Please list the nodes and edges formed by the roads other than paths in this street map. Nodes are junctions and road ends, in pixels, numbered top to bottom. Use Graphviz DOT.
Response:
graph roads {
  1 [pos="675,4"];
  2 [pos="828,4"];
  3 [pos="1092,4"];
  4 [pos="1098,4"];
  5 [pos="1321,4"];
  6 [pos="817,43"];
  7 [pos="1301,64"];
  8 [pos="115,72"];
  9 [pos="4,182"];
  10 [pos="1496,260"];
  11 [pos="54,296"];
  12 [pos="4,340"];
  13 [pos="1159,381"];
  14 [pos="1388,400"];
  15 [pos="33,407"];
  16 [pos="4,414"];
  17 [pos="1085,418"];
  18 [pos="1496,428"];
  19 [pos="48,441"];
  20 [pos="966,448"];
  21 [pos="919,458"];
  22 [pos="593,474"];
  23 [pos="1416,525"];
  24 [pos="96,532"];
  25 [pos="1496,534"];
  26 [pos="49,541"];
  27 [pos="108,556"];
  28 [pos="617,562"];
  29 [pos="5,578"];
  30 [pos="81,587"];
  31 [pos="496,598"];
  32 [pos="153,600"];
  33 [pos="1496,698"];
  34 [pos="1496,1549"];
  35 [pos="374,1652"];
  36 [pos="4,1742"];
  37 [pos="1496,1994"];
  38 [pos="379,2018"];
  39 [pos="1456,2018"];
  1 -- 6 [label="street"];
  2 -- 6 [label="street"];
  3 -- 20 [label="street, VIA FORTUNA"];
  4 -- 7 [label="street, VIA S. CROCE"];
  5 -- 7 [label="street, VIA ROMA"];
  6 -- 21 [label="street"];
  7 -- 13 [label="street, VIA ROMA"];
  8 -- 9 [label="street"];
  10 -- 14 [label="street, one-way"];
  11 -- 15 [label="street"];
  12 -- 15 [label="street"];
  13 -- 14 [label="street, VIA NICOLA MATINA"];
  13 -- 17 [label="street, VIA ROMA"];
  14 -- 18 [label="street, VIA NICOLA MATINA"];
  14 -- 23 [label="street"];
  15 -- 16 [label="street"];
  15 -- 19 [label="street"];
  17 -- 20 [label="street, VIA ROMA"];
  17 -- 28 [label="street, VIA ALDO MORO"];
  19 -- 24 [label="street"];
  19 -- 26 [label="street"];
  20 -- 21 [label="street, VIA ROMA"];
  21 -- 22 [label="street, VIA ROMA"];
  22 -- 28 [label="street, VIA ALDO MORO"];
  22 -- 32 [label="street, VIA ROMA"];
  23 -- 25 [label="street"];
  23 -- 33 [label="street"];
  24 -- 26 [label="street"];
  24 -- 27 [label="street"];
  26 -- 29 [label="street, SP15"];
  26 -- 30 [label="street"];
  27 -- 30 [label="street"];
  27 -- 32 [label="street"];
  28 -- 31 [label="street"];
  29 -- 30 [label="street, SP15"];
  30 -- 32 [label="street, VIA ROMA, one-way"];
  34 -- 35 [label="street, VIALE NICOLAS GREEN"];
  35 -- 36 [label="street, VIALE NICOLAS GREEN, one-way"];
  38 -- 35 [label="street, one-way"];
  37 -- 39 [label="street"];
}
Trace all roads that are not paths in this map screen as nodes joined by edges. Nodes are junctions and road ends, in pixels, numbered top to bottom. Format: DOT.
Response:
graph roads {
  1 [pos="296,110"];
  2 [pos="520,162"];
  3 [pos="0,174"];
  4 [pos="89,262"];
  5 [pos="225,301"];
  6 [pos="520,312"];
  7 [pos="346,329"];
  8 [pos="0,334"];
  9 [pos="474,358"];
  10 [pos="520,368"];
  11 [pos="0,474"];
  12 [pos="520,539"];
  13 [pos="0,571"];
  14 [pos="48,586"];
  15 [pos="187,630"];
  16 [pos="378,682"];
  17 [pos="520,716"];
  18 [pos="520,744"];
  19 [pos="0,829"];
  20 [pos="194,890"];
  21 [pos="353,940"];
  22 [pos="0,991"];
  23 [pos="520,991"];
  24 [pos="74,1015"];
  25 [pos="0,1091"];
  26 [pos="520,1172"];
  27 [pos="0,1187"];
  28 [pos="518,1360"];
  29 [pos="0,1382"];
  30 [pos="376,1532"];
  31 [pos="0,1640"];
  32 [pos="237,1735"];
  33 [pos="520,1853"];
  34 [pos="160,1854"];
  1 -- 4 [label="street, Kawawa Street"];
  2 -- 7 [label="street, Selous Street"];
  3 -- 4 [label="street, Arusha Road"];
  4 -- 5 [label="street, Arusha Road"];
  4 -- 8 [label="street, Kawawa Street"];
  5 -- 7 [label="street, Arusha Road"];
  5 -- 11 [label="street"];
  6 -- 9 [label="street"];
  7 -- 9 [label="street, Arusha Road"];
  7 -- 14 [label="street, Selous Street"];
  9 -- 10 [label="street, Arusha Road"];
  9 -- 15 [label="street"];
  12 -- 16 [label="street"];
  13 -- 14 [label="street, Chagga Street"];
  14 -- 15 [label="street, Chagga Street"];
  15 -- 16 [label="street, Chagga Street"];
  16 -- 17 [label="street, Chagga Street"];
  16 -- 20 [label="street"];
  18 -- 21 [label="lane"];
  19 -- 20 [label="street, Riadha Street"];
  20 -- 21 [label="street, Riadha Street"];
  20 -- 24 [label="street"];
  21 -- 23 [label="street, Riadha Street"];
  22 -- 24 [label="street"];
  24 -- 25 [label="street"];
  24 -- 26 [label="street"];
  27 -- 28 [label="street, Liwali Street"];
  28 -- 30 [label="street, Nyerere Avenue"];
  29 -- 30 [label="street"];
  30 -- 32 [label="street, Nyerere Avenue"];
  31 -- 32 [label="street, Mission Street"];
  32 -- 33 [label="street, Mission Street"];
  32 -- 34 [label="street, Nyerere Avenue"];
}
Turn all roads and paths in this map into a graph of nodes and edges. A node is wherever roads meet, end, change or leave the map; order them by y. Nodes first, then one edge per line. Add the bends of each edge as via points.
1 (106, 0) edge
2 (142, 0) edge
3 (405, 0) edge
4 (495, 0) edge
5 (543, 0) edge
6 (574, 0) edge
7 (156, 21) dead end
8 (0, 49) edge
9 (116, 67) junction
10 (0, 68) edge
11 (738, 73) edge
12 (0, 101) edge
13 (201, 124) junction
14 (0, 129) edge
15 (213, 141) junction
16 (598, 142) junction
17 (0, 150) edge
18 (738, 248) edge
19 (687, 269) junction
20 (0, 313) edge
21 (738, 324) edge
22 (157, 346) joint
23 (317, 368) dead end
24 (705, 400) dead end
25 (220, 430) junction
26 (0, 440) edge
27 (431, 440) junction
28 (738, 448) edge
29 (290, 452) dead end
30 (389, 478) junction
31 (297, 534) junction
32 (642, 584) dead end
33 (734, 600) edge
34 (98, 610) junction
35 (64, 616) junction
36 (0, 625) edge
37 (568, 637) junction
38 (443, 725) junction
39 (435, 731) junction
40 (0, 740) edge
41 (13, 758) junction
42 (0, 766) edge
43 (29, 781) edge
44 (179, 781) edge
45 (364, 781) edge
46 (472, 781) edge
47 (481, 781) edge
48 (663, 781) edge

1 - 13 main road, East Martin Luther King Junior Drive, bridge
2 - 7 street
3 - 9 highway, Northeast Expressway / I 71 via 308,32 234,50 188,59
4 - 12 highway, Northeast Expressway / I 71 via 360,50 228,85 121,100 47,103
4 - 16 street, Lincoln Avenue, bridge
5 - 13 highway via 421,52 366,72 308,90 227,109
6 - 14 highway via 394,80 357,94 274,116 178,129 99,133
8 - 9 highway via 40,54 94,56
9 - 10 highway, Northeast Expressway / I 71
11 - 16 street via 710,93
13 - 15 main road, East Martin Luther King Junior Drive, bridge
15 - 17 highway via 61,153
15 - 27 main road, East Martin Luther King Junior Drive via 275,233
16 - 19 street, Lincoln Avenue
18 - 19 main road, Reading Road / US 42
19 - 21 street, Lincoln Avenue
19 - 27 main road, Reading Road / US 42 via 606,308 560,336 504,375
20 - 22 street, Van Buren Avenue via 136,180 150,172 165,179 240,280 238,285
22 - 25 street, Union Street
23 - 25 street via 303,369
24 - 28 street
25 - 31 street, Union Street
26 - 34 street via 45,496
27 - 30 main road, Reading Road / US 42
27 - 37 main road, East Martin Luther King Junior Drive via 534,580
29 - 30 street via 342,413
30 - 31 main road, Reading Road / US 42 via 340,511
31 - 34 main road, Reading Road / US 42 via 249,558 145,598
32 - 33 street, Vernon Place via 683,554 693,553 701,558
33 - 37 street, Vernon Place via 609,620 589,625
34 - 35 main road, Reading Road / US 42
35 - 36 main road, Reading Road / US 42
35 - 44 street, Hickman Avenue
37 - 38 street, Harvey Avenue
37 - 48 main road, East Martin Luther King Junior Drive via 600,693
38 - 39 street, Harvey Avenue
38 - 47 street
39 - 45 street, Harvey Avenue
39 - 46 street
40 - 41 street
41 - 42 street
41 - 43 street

-- Problem statement --
From the listing above, copy every line that holds the string "pixels".

-- Exercise output --
Please list the nodes and edges formed by the roads other than paths in this street map. Nodes are junctions and road ends, in pixels, numbered top to bottom. Use Graphviz DOT.
Trace all roads that are not paths in this map screen as nodes joined by edges. Nodes are junctions and road ends, in pixels, numbered top to bottom. Format: DOT.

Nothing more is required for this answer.